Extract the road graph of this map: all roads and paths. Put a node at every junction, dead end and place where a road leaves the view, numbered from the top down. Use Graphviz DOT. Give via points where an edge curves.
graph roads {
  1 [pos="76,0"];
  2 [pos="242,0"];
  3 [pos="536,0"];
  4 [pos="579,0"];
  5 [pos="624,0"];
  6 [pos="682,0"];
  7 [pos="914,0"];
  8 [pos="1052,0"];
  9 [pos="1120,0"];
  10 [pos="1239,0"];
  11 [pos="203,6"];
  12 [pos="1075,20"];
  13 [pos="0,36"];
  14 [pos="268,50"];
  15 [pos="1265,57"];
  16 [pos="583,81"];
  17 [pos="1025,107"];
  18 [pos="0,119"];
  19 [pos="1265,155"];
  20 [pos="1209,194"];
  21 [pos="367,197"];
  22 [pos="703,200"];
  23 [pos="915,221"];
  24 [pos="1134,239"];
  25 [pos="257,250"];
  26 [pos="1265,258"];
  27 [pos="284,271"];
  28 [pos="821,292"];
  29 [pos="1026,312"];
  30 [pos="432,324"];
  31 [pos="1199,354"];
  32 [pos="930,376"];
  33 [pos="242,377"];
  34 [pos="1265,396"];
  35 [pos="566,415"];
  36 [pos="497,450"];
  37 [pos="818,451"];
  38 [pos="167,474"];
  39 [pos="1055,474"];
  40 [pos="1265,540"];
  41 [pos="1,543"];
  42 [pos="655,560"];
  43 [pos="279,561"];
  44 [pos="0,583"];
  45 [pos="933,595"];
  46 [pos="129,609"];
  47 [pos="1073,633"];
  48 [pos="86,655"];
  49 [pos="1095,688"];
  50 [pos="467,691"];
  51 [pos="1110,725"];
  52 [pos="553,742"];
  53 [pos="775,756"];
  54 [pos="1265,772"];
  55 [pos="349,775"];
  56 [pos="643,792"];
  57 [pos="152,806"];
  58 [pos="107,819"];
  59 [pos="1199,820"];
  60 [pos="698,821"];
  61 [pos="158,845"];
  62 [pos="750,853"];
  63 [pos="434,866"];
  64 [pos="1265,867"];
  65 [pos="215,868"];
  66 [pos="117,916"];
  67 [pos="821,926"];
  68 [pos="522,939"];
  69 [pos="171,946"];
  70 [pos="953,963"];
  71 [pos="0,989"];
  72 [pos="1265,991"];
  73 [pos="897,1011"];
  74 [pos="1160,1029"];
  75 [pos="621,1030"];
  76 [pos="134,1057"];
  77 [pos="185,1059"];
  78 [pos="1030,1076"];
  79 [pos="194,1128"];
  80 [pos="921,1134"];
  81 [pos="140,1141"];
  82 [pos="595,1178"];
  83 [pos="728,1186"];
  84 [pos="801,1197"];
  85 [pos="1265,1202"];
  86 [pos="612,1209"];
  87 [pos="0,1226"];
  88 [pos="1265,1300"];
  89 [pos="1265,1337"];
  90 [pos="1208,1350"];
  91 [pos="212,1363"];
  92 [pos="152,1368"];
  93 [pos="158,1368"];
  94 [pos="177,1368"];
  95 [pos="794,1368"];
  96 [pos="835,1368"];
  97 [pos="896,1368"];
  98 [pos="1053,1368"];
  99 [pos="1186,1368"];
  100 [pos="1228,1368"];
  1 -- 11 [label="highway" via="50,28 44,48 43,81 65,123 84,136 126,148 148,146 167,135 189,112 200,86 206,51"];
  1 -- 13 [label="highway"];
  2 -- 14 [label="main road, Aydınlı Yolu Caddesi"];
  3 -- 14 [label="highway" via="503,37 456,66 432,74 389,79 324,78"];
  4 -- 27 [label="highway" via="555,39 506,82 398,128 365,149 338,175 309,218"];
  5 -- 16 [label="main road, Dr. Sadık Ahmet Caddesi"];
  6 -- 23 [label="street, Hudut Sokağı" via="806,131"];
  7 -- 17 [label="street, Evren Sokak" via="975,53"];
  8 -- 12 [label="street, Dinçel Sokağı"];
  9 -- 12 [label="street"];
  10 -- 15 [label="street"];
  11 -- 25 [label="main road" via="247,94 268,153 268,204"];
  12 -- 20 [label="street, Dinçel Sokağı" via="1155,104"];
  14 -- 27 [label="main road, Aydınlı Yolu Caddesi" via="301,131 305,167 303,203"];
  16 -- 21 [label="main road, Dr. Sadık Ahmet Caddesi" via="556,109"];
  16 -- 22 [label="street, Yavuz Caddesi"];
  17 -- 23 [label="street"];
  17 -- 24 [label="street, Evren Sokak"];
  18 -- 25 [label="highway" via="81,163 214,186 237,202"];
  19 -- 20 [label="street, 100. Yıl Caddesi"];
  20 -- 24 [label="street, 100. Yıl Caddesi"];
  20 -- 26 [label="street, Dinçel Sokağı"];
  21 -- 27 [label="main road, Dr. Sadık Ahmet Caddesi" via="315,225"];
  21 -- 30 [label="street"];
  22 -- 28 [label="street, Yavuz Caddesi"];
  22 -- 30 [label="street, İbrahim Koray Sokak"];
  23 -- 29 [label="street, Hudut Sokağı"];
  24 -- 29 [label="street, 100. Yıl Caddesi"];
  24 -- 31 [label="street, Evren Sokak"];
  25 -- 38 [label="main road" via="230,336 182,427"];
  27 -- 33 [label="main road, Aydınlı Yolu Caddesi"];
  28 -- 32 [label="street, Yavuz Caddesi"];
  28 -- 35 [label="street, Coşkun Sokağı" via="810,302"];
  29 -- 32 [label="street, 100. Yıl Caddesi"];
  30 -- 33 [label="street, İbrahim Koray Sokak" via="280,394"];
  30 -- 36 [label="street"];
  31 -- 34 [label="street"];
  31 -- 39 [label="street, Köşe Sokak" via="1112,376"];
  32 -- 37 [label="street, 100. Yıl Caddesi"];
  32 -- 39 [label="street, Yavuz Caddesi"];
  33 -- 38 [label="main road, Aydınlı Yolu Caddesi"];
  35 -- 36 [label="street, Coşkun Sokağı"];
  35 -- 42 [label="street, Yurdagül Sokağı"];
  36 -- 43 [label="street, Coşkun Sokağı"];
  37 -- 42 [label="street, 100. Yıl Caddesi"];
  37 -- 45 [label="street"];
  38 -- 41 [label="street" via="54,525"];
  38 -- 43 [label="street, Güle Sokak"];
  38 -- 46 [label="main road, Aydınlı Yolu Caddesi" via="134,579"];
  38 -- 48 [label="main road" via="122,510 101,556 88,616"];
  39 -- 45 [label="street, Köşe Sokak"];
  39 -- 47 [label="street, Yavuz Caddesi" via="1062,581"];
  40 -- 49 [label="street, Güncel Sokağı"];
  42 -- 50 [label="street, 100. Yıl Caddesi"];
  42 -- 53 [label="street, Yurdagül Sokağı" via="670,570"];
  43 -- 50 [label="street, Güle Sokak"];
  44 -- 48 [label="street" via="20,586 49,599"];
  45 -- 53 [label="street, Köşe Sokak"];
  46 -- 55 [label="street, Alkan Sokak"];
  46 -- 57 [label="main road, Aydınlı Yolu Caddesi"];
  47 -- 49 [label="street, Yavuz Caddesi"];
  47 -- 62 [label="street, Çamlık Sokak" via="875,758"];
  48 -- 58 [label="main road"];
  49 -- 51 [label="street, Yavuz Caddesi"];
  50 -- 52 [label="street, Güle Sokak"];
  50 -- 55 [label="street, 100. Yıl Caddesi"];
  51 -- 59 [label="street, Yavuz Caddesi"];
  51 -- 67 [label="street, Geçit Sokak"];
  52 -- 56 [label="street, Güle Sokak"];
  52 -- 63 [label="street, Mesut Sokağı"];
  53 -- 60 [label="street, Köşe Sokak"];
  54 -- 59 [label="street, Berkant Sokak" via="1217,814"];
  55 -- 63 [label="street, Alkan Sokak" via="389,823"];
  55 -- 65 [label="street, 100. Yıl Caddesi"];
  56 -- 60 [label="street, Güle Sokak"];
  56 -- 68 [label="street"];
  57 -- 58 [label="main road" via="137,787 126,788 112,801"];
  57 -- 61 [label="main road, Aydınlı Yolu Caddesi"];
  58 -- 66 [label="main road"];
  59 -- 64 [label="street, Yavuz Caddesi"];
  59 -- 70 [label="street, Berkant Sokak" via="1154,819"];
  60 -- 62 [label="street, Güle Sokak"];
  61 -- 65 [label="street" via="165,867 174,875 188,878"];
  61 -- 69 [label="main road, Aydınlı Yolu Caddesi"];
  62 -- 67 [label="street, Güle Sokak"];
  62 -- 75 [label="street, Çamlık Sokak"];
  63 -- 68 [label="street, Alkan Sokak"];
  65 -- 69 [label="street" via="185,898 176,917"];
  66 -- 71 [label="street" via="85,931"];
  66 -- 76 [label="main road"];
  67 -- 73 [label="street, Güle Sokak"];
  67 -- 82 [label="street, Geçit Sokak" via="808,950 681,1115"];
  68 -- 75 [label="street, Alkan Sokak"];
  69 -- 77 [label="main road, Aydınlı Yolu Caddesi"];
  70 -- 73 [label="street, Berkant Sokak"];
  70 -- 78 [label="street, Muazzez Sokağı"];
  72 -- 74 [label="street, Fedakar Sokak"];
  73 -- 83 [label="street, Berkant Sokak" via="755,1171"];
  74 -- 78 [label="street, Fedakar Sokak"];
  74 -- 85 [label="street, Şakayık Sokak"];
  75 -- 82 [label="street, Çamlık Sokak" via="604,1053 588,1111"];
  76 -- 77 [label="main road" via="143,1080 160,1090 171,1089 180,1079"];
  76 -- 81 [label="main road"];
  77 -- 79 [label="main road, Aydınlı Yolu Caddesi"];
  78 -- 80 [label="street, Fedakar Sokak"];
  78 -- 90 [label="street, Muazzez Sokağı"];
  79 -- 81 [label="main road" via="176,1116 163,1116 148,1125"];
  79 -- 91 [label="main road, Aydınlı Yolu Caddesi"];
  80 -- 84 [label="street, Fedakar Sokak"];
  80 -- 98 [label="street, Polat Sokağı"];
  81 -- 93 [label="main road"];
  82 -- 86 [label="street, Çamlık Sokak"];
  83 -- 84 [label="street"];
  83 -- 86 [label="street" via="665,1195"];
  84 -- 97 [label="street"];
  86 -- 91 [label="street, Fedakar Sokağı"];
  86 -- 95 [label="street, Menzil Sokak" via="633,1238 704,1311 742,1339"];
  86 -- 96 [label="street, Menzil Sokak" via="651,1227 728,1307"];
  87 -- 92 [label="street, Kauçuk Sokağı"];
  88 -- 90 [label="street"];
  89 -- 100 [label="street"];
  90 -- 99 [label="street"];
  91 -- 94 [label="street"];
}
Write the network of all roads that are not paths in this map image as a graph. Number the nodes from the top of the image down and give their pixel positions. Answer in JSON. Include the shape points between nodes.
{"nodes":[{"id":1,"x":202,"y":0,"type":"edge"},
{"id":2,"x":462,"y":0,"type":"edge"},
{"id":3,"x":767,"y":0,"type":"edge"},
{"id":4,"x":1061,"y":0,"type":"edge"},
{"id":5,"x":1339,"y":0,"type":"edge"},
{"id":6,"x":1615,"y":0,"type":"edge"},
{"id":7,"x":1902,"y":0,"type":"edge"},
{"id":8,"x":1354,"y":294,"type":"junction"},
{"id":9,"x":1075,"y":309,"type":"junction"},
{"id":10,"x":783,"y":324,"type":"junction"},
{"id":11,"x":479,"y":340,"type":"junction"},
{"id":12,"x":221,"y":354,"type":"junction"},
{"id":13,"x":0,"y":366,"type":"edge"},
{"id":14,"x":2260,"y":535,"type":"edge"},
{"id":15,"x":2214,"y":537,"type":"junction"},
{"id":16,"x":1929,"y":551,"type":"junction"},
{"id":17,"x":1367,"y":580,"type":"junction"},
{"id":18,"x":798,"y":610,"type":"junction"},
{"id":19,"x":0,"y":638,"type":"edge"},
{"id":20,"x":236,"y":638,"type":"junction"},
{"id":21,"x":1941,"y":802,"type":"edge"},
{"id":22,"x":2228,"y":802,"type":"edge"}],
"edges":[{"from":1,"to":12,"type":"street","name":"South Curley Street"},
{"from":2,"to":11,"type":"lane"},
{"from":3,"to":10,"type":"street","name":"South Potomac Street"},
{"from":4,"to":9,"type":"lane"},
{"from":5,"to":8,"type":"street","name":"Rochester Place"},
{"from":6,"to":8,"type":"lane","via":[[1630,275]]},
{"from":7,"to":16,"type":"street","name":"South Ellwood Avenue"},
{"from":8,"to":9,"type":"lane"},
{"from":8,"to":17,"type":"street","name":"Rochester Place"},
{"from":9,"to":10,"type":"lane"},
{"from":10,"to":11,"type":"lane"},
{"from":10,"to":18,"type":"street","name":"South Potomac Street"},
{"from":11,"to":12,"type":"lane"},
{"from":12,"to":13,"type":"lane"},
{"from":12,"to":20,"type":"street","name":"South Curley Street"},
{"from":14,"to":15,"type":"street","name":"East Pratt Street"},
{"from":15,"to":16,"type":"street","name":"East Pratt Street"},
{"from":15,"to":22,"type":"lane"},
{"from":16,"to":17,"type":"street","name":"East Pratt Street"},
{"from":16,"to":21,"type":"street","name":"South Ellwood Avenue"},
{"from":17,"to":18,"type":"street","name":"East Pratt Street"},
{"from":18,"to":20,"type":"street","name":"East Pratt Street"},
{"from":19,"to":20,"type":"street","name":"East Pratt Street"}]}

○ ○ ○ ○ ○ ○ ○

What to produce :: Which of the lines above hold the string "Rochester"? Pick each of them out.

Answer section ::
{"from":5,"to":8,"type":"street","name":"Rochester Place"},
{"from":8,"to":17,"type":"street","name":"Rochester Place"},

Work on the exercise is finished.